Fellow panellist Dr Helen Wells from Keele University added: “The tide really has turned. From my perspective, now is the time to push the academic agenda of roads policing - how fantastic would it be to enthuse criminology students to do their third-year project on roads policing?”
However, the opportunities presented by the uplift could also pose new problems, Michael Collins from the College of Policing who was also on the panel, told the conference. He drew attention to the problem of accreditation given the intricate and specific specialties of roads policing that make it unsuitable for the Professionalising Investigative Process courses.
Simon Hill from the Police Federation added to the debate by saying: “There is no single definition of what constitutes a roads policing officer. What is needed is a single definition with clear criteria that you can take to a force and ask, ‘do you have this?’ I think it’s important that there is some accreditation system that allows officers to gain recognition for their hard work and their dedication.”
Answering a question from a delegate about possible rewards for roads policing units and officers, Mr Collins said: “I think that most roads officers don’t want rewards. Rewards are for tomorrow. We want recognition.”

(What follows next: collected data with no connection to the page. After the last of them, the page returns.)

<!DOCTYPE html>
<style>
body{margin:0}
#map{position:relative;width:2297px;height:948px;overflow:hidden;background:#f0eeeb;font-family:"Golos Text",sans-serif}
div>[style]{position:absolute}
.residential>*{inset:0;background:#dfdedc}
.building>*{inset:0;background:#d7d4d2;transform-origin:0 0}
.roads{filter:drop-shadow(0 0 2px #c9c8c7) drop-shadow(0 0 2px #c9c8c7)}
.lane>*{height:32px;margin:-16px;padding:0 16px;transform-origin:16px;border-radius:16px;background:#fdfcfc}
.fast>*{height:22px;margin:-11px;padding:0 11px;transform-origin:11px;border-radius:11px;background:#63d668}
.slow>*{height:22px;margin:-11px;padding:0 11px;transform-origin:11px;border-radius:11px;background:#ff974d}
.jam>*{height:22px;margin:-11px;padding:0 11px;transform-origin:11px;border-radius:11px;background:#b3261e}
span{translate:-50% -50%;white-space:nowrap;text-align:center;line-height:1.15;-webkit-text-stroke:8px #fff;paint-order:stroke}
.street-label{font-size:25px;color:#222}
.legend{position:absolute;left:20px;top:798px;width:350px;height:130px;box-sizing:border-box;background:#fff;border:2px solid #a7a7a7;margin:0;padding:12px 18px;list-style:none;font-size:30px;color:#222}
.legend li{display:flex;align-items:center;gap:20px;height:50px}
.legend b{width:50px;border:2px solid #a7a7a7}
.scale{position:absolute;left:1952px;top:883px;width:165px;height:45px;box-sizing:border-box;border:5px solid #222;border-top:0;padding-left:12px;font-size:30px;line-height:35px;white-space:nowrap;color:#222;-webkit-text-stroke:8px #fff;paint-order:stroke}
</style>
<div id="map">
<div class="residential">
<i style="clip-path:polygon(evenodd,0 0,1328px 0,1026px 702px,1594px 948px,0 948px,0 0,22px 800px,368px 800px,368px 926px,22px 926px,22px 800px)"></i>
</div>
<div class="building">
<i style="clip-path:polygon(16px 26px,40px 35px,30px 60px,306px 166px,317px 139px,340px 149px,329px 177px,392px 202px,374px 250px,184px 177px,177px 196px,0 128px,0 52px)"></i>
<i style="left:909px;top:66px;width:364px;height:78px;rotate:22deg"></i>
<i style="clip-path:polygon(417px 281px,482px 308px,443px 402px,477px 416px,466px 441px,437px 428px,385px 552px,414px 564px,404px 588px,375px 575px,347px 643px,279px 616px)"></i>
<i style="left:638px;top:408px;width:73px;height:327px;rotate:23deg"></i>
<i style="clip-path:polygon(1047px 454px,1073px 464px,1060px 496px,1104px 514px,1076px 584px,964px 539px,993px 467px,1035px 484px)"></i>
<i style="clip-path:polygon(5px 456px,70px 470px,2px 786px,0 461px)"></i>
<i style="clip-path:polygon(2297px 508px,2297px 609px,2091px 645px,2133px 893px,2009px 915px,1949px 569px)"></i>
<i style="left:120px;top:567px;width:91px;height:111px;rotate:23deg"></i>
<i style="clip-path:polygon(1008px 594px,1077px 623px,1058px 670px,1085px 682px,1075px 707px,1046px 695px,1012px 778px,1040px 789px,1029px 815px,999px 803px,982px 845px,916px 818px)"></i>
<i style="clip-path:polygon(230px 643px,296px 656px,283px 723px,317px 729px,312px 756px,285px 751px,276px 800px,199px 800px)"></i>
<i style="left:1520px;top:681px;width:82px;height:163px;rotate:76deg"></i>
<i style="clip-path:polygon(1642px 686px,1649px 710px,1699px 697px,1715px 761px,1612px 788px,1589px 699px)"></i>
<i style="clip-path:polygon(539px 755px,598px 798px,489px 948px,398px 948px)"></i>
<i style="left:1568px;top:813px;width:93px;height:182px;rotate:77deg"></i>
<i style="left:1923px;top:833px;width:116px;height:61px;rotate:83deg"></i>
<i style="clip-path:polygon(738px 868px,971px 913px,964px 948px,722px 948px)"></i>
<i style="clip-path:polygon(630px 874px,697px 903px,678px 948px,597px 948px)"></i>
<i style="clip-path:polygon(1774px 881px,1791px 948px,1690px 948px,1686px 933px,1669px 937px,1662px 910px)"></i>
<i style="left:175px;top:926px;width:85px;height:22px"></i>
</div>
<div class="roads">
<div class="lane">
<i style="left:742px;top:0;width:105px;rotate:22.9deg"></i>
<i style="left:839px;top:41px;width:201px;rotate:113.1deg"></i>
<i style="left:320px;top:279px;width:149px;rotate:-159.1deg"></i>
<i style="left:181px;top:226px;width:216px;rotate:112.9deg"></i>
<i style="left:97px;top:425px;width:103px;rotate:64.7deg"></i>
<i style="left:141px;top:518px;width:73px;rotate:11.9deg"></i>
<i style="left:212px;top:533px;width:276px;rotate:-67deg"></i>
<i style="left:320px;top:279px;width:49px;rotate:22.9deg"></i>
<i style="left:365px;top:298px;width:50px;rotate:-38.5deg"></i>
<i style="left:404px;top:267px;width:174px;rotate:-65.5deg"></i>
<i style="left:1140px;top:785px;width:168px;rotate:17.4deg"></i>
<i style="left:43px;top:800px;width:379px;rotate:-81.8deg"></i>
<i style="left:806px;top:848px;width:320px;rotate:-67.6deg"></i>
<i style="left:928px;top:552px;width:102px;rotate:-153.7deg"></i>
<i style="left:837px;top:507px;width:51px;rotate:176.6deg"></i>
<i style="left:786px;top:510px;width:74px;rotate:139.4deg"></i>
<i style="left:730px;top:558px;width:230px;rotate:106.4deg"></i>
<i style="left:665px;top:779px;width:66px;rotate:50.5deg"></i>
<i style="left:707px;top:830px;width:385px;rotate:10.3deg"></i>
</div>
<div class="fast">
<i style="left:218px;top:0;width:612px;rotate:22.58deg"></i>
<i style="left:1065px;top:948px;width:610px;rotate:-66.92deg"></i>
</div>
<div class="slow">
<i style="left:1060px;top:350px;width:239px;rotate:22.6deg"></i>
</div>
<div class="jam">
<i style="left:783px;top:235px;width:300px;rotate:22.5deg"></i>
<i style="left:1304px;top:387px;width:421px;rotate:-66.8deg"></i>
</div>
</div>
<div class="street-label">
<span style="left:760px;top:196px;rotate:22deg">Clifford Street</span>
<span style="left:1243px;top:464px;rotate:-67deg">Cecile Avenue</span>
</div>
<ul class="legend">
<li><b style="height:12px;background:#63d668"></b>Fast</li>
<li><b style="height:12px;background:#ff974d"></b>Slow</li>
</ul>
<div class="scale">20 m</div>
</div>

In the opening session of conference, Chief Constable Anthony Bangham, the roads policing lead for the NPCC, argued preventing loss of life should be the top priority of roads policing officers.
He warned that road fatalities, which fell in the first half of the last decade, had stabilised and started to increase again, with 1,784 recorded in 2018 – almost five a day - and figures for this year showing signs of following the upward trend.
“We need to ask questions about what we can do better if we are truly committed to reducing the totally unacceptable rate of deaths on our roads,” Mr Bangham said, “Twice as many people die on our roads than through knife crime and yet you hear so much about that every day – you can pass through the papers and not read about the deaths on our roads. Something has to change.”
He said he was disappointed that forces could be visited by Her Majesty’s Inspectorate of Constabulary and Fire & Rescue Services without being asked questions about roads policing.
Responding to a question from delegates, Mr Bangham spoke about the difficulty in getting the NPCC to focus on roads policing, due to the many competing priorities, but said the issue has got ‘air-time’ at last. This, he said, offers a possibility for roads policing to be viewed more strategically by leaders in future, rather than seen as a local issue.